> **What you have to do**
Copy out all lines of the records in which the word "Arden" appears.

> **Extracted data entries**
╔══
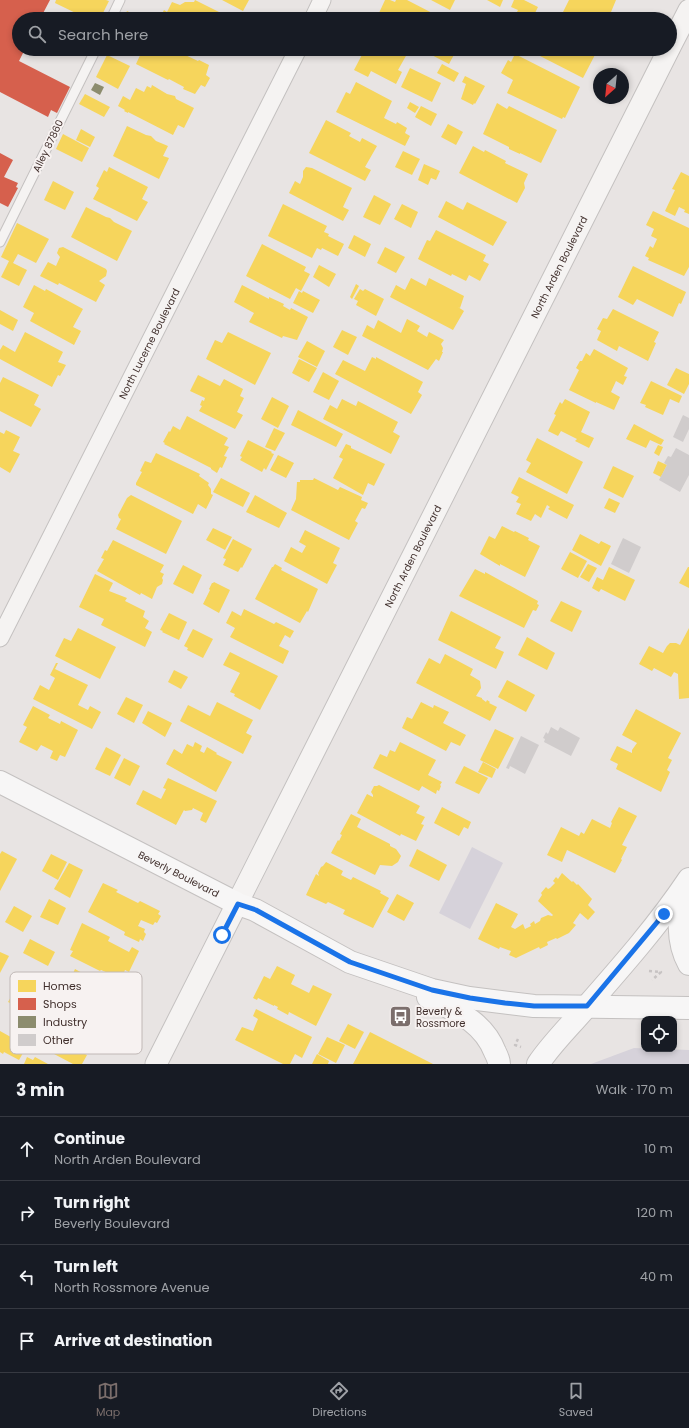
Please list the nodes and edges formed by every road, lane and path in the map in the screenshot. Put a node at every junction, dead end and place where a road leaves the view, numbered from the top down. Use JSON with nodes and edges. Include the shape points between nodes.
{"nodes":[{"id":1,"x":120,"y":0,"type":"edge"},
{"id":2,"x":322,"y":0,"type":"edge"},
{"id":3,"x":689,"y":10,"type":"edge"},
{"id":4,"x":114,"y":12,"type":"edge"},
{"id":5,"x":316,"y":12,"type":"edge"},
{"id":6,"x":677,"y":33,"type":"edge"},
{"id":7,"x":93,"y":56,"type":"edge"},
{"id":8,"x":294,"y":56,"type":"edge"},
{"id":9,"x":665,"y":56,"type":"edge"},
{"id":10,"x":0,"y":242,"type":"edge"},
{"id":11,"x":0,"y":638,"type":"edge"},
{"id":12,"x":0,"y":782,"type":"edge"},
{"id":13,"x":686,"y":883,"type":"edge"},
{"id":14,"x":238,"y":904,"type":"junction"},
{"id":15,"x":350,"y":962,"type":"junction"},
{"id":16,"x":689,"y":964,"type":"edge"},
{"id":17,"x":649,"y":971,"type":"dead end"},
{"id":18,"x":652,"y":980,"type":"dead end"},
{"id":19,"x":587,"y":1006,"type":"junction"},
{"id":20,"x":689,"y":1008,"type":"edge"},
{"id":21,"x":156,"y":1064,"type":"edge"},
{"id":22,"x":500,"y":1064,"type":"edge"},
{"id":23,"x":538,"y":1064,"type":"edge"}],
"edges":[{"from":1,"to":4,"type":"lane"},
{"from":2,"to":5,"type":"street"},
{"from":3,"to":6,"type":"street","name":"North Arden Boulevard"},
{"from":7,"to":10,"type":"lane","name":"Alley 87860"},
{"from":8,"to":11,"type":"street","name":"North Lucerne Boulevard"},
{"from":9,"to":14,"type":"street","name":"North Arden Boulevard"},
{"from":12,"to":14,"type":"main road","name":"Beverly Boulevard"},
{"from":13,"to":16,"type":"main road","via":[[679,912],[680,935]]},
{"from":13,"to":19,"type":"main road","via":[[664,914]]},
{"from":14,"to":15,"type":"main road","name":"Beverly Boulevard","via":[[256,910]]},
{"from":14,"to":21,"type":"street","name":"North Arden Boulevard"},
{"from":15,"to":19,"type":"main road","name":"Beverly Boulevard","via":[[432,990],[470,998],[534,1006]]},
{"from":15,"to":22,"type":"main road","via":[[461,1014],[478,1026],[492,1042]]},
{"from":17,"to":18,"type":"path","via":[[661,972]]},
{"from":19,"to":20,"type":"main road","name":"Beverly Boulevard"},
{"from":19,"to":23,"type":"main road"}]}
╚══
╔══
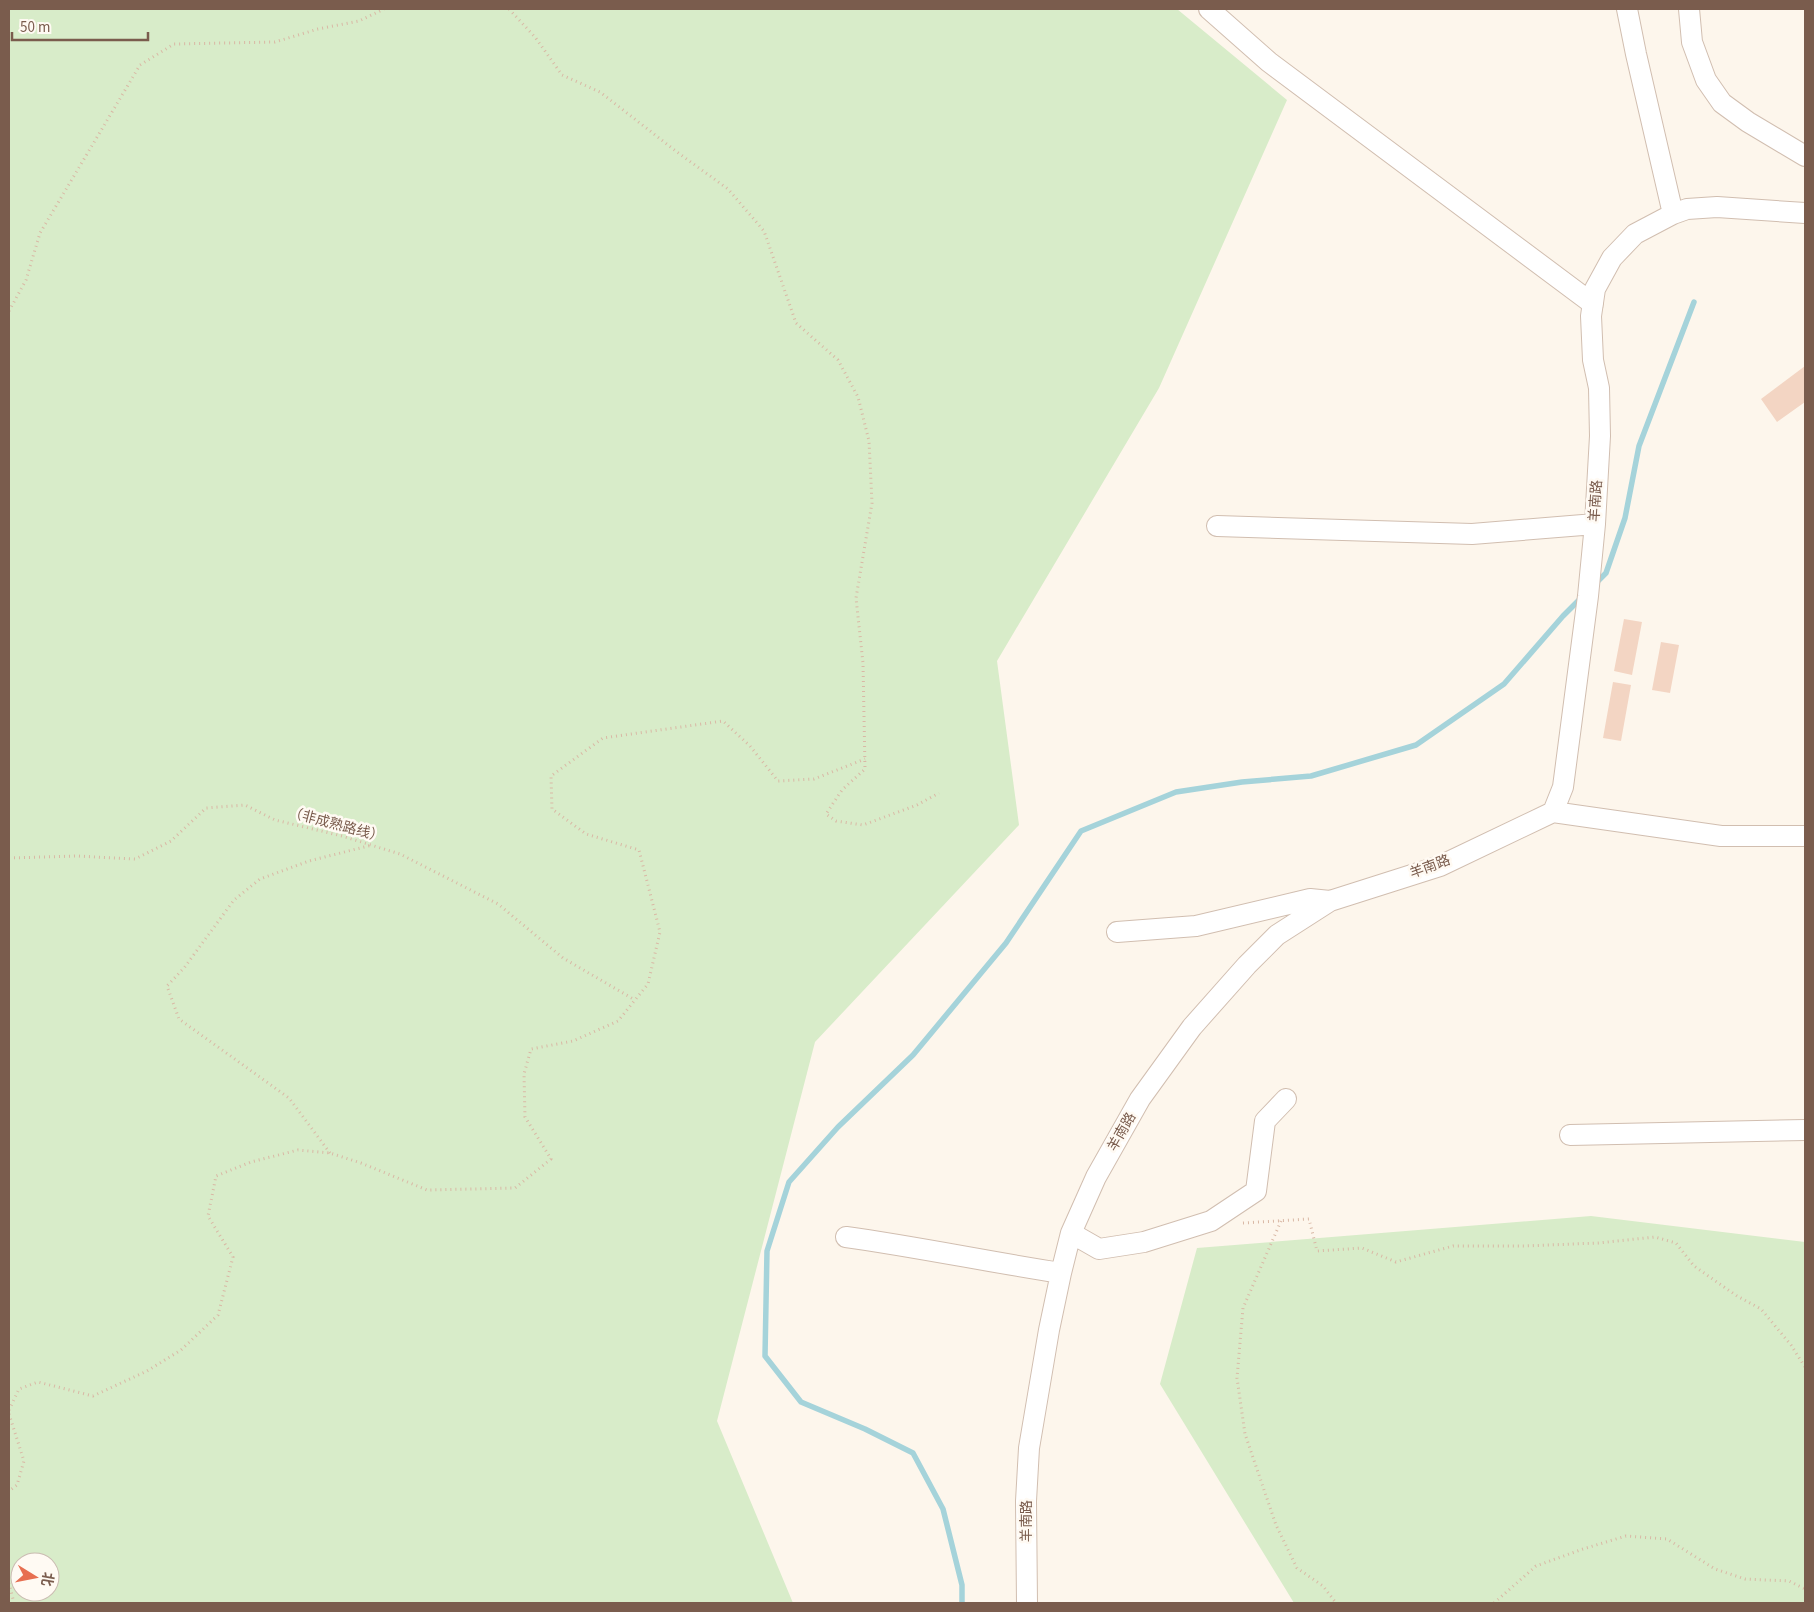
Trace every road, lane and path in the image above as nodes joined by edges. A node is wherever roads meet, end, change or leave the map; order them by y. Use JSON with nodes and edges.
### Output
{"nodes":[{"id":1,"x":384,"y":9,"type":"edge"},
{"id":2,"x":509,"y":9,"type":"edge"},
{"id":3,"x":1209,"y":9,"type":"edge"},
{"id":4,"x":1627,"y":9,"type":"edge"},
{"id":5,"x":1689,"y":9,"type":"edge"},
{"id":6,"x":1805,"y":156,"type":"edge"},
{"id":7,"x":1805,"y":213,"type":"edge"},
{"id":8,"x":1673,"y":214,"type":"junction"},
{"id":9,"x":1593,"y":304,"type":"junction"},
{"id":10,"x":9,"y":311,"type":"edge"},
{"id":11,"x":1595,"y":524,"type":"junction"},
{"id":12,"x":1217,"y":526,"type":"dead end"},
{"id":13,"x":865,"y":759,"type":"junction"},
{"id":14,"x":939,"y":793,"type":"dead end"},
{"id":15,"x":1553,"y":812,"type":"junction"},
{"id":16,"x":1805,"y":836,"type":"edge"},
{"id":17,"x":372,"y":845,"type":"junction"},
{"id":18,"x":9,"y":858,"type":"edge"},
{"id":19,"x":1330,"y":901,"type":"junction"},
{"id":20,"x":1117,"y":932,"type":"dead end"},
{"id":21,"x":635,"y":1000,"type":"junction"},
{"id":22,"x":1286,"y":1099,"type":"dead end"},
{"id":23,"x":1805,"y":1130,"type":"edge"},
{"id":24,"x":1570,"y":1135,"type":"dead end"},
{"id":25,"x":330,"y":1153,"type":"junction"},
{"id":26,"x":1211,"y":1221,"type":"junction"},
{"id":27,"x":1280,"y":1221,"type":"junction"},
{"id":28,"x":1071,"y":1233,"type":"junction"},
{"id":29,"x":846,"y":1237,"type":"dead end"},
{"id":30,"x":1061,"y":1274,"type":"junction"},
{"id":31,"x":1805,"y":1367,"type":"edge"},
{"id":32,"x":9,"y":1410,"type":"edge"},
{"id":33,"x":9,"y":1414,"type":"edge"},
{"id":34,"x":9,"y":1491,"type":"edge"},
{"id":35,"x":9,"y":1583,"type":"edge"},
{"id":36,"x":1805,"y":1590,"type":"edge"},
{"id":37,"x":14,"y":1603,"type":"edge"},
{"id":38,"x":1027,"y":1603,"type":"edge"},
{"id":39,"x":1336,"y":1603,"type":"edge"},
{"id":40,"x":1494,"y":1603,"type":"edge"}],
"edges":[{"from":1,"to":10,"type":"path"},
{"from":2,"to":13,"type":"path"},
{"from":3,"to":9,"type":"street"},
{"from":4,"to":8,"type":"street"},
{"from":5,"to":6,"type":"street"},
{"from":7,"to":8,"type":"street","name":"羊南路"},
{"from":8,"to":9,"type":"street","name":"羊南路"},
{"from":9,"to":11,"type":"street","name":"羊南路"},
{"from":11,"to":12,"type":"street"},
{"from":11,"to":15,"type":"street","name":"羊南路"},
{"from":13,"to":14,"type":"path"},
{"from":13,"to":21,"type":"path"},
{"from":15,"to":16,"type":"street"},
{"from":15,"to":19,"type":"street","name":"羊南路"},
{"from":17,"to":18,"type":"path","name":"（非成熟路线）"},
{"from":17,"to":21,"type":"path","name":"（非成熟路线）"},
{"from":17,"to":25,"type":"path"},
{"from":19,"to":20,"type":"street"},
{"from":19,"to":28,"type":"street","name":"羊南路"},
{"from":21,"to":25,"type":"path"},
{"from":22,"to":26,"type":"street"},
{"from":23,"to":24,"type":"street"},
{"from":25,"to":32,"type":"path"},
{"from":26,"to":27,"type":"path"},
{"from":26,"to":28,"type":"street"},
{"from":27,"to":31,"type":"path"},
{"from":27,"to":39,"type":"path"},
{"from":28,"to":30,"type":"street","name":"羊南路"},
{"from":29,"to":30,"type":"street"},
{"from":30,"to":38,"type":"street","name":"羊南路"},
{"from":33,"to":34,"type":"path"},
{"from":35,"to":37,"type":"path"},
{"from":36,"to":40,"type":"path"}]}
╚══
> **Completed task**
{"from":3,"to":6,"type":"street","name":"North Arden Boulevard"},
{"from":9,"to":14,"type":"street","name":"North Arden Boulevard"},
{"from":14,"to":21,"type":"street","name":"North Arden Boulevard"},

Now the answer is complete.